I set sail, tenatively but confident, from the beach. The day was beautiful, my small craft well-supplied with food, water, sunscreen, even extra clothes. The mast was strong, the boat high quality and outfitted for all sorts of weather and situations, an extra battery for emergencies. It was the best of scenarios, the most lovely of settings. I was prepared, life sprawling before me like a song. The weather man said that conditions were perfect for venturing forth.

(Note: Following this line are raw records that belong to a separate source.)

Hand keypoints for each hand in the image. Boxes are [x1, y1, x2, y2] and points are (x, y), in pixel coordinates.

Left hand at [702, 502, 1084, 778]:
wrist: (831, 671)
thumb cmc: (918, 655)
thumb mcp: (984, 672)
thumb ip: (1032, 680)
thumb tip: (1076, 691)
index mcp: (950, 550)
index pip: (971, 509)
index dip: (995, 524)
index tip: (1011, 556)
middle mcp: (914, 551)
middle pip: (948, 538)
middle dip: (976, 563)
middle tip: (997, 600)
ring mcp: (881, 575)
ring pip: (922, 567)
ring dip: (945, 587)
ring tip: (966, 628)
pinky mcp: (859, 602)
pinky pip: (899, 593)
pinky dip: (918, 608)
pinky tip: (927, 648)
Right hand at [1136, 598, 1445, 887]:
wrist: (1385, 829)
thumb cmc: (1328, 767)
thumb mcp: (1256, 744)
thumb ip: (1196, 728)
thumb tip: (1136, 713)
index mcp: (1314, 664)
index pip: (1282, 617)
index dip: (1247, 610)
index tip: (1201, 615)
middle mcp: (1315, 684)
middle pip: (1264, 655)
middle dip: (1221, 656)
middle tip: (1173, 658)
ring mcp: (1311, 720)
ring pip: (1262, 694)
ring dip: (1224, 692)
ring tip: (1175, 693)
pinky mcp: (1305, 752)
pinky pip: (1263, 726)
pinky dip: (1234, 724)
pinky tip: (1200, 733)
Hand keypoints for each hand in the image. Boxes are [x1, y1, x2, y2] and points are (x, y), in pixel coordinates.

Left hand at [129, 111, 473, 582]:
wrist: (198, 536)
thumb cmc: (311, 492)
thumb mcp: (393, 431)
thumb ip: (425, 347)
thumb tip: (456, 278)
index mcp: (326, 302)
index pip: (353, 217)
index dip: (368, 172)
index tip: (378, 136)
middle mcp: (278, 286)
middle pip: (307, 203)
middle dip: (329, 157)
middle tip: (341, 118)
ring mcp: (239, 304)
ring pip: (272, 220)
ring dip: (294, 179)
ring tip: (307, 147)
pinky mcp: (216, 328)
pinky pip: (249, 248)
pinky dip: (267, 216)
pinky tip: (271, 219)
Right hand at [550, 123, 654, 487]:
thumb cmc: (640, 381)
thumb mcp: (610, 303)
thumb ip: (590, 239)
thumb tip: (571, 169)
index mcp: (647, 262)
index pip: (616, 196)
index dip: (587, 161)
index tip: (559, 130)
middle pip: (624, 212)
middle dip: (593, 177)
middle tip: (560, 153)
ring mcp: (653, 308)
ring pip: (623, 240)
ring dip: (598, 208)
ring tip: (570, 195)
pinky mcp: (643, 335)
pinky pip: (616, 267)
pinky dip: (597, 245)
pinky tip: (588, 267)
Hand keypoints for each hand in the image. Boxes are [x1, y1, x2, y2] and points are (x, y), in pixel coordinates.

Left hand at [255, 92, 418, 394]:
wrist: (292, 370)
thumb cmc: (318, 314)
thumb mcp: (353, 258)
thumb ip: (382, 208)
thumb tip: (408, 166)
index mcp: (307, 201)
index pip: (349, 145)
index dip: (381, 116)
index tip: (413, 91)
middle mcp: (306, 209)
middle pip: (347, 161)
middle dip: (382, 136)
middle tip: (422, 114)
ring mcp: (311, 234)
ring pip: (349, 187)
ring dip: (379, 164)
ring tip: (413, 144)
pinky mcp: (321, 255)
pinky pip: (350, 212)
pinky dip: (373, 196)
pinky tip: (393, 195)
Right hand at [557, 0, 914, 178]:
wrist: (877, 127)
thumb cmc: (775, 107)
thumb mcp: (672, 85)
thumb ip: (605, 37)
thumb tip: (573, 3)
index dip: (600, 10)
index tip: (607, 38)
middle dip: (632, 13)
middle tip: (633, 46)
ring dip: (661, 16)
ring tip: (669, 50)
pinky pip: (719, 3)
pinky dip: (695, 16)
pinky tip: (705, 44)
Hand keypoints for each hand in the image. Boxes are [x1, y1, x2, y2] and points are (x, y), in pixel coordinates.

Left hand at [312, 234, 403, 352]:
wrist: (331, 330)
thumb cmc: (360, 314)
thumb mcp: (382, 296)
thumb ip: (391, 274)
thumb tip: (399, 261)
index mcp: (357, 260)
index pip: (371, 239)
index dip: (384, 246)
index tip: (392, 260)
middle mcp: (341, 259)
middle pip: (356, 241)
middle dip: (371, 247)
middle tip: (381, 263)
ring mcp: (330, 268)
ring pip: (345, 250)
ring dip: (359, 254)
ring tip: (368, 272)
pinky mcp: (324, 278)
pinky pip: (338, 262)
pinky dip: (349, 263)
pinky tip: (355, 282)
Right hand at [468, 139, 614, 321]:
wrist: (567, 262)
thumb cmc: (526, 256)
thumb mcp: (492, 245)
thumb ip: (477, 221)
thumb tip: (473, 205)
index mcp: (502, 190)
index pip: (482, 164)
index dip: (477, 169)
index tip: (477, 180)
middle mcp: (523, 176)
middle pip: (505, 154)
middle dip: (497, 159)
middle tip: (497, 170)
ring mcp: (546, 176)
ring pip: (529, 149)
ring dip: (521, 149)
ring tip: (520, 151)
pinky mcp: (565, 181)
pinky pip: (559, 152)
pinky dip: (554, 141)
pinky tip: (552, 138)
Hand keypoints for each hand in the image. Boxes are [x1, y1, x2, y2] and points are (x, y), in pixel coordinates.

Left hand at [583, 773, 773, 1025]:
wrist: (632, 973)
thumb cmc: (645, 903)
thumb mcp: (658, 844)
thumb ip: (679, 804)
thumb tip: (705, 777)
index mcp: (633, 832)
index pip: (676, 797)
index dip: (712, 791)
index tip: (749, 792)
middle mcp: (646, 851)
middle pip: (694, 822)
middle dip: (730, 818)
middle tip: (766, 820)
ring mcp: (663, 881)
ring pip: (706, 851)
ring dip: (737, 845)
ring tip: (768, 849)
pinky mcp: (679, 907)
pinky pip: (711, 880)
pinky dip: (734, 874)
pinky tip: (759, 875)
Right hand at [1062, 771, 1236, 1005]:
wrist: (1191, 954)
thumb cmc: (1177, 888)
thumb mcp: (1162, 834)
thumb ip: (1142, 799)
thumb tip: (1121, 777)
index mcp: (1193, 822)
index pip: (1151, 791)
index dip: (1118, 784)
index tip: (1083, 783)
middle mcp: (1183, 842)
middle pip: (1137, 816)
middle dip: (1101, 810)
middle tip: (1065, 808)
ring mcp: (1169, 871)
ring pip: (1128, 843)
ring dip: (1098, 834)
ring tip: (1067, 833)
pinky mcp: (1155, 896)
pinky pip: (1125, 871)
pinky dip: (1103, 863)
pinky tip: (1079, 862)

The sweet swell of the ocean, the crystal water, the play of dolphins close by...I was mesmerized as I drew further and further from the shore. The day raced by as I explored surrounding tiny islands, following the cues of what was before me. The bliss of freedom and the gorgeous scenery was my new world. Before long, I noticed that the sun was dipping low in the horizon and I had lost sight of land. Dolphins had been with me most of the day, but I suspected the dark body slipping below my boat now was no friend. Black, ominous clouds began amassing in the northern sky, growing mushroom-like with the increasing, cold-blowing wind. 

For the first time, I realized I could be in danger. I had been cavalier in my assumption that everything would stay static. At the same time, I don't recommend living life in a bubble. Nothing ventured, nothing gained. Storms, sharks, waves...they're part and parcel of life. It's the calm seasons that are the irregular parts. If our goal is to only live in the placid sea, we could die a slow death of complacency. The tides around us will simply wash us where they will. Better to brave the unknown and the difficult, to muster forward (even feebly) than to go along with the whims of the waves around us. 

I'm not talking about the ocean, really. I'm talking about us and our peers, our society. We have one life, one shot, despite what some say. It behooves us to live, to really live, and to seek the truth. Lap up all the beauty of creation and the moments before us, while paying attention to all our surroundings with an eye to question the ever-changing opinions of our culture. With that one life is one eternity. There is a lighthouse and an anchor who holds it all in His hands. See the light -- it's beaming from the shore.